Prison becomes ‘second home’ for Turkish cartoonist

  • Unfailingly optimistic and modest, Kart refuses to be run down by his ordeals

ISTANBUL: Renowned Turkish cartoonist Musa Kart says he has spent as much time in prison and courthouses as he has at work since President Recep Tayyip Erdogan came to power.

His latest stint in jail started in April, after an appeals court upheld his sentence of three years and nine months for “helping terrorist organizations.”

Released last week pending another appeal, Kart told AFP: “For 15 years, prisons and courthouses have become a second home to me.”

Kart, who was recognized last year by the Swiss Foundation Cartooning for Peace, was among 14 journalists and staff from the renowned opposition paper Cumhuriyet convicted in the case.

He was initially arrested in 2016 after Erdogan launched a major crackdown on opponents in the wake of a failed coup.

“I have spent almost the same amount of time in court corridors as I spent in the paper. It is very unfortunate,” he told AFP.

Unfailingly optimistic and modest, Kart refuses to be run down by his ordeals, and says he always made an effort to look his best for prison visitors.

“I never welcomed my visitors in a hopeless state,” he said. “I would shave, pick my cleanest shirt from my modest wardrobe and welcome them with open arms. We would spend our time telling jokes.” His morale was boosted by the knowledge he had done nothing wrong.

“If you believe that your position is right, if you have an inner peace about your past actions, then it is not that difficult to stand prison conditions,” he said. Kart has been in and out of trouble since Erdogan took power in 2003.

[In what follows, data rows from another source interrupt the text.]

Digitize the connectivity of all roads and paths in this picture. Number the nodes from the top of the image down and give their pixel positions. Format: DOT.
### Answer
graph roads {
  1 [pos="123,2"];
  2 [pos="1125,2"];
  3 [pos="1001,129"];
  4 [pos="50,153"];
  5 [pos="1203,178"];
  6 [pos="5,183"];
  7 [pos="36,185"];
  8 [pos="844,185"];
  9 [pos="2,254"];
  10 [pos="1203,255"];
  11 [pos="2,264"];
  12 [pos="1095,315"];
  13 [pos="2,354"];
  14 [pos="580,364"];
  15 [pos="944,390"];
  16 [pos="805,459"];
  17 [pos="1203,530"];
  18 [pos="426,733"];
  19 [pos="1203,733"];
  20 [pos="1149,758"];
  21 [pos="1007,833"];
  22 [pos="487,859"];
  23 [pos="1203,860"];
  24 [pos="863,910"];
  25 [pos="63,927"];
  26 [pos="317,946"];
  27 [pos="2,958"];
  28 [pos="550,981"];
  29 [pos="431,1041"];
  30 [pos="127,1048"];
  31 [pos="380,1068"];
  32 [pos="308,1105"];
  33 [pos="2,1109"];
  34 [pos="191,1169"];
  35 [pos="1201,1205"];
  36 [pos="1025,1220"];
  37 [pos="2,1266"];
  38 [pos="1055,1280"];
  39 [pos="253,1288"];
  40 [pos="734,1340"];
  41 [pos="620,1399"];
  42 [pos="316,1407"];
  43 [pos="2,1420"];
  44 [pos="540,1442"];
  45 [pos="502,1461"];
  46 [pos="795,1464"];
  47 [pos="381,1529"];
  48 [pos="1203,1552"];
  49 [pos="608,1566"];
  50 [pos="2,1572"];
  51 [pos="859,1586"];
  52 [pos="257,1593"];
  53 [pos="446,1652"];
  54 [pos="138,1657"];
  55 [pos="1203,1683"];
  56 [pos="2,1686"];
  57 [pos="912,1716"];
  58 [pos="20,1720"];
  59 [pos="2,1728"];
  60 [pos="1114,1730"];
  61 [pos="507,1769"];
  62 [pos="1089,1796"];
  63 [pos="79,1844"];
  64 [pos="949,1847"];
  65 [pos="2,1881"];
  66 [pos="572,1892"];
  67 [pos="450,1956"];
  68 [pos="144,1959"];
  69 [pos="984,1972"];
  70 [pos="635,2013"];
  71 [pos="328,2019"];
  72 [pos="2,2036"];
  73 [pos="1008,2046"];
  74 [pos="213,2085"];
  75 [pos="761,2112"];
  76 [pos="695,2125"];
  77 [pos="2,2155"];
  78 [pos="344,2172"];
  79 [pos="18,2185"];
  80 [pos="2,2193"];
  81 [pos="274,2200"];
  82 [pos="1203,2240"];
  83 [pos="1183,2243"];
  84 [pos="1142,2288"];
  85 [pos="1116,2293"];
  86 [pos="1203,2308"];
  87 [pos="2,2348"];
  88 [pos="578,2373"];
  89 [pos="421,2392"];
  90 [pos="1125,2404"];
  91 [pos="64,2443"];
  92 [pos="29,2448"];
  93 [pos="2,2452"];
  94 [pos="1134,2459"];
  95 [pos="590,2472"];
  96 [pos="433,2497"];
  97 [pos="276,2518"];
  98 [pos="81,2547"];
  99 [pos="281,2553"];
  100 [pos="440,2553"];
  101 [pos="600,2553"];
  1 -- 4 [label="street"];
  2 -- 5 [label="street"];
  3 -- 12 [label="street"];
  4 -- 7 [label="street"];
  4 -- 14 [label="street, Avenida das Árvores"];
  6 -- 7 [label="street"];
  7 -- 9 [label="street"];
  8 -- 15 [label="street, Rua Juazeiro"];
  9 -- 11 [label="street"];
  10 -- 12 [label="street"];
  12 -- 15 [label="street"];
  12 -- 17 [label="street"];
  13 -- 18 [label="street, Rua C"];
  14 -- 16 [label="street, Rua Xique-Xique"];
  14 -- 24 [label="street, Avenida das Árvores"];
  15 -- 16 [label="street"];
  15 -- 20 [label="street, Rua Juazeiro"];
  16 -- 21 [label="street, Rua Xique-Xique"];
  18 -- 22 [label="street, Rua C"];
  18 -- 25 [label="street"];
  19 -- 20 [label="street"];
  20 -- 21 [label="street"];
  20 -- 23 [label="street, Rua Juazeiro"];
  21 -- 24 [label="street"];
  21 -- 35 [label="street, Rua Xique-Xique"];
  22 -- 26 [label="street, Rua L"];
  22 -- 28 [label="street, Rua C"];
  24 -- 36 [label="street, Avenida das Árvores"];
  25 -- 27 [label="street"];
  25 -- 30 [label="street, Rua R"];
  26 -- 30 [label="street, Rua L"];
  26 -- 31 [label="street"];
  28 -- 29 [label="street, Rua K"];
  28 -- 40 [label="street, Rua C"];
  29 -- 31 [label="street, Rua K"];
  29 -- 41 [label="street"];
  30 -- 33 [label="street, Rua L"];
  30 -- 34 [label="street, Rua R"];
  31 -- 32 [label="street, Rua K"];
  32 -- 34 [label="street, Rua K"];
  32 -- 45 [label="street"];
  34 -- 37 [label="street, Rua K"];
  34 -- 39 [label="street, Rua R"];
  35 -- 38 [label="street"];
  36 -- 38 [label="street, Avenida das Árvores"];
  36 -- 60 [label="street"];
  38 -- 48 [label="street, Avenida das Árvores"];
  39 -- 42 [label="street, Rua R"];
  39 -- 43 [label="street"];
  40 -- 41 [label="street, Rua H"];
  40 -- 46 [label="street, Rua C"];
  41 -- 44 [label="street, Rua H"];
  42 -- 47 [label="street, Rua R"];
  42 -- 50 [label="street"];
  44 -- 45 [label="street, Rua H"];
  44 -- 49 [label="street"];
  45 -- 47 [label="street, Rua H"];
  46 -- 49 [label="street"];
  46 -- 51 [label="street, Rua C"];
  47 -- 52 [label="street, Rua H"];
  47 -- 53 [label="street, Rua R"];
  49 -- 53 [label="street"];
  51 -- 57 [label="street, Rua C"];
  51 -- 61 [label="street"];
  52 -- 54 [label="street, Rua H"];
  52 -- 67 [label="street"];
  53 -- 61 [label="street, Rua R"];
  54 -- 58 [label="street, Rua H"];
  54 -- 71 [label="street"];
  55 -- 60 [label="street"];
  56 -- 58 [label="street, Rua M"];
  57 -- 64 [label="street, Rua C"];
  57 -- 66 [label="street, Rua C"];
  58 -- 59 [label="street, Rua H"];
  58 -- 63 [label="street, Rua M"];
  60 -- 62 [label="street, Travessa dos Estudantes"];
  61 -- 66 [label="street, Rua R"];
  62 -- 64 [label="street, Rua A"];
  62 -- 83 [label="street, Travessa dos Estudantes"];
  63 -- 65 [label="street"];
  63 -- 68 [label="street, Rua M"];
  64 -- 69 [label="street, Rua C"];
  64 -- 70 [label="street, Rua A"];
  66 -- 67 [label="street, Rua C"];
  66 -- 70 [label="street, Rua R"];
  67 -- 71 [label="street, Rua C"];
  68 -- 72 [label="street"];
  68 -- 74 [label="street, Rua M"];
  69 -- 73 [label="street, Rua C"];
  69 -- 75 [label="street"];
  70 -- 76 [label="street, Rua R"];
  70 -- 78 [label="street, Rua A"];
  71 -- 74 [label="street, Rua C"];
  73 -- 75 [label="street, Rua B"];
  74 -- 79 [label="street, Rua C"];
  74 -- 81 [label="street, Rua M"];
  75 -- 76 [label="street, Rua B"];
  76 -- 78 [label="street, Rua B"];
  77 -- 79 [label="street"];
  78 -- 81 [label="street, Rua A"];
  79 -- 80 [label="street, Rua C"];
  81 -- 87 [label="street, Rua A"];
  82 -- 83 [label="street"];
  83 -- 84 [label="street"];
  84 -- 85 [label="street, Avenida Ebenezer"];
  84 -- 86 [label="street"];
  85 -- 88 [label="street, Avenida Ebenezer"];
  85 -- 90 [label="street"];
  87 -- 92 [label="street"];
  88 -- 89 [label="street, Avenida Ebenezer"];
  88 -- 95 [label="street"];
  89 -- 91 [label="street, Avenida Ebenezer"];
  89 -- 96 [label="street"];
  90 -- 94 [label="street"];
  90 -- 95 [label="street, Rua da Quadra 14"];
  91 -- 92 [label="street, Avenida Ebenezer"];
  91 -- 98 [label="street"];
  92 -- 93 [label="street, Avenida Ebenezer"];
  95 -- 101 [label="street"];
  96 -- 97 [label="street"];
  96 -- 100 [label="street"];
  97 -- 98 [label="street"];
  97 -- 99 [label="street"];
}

His first lawsuit came in 2005 over a cartoon portraying Erdogan, then prime minister, as a cat entangled in a ball of wool.

“I have drawn cartoons for over 40 years ... I did it in the past with other political leaders, but I was never the subject of a court case,” Kart said. 

“The frame of tolerance has seriously narrowed today.”

The current case against him claims he contacted members of the Gulen movement accused of orchestrating the failed coup in 2016. 

It also says the 14 Cumhuriyet staffers had conspired to change the paper’s editorial policy to support the Gulenists, as well as Kurdish rebels and the ultra-left Revolutionary People’s Liberation Party-Front.

“Today the accusations of terrorism have gone well beyond a realistic point,” Kart said.

“When you take a look at my cartoons, you see how much I am against any kind of terrorist organization and how seriously and strongly I criticize them.”

Rights advocates including the Reporters Without Borders have called on Turkey to revise its anti-terrorism and defamation laws, which they claim are abused to silence opponents.

Cumhuriyet — Turkey’s oldest daily founded in 1924 — is not owned by a business tycoon but by an independent foundation, making it an easier target for authorities.

The paper’s former editor-in-chief Can Dundar fled to Germany after being convicted in 2016 over an article alleging that Turkey had supplied weapons to Islamist groups in Syria.

It has its own internal problems, too — Kart and some of the others actually quit the paper last year over disagreements with the new management.

But the case has added to the chilling effect that has infected the whole of the media in Turkey, which has the highest number of imprisoned journalists in the world.

No date has been set for the next appeal, and Kart has no idea how the saga will end.

“Everyone knows that there has been a political shadow hanging over our case,” he said.

Whatever happens, he said his focus would remain on drawing.

“Cartoons are really a very strong language because you can find a way to express yourself under any circumstances, even under pressure.”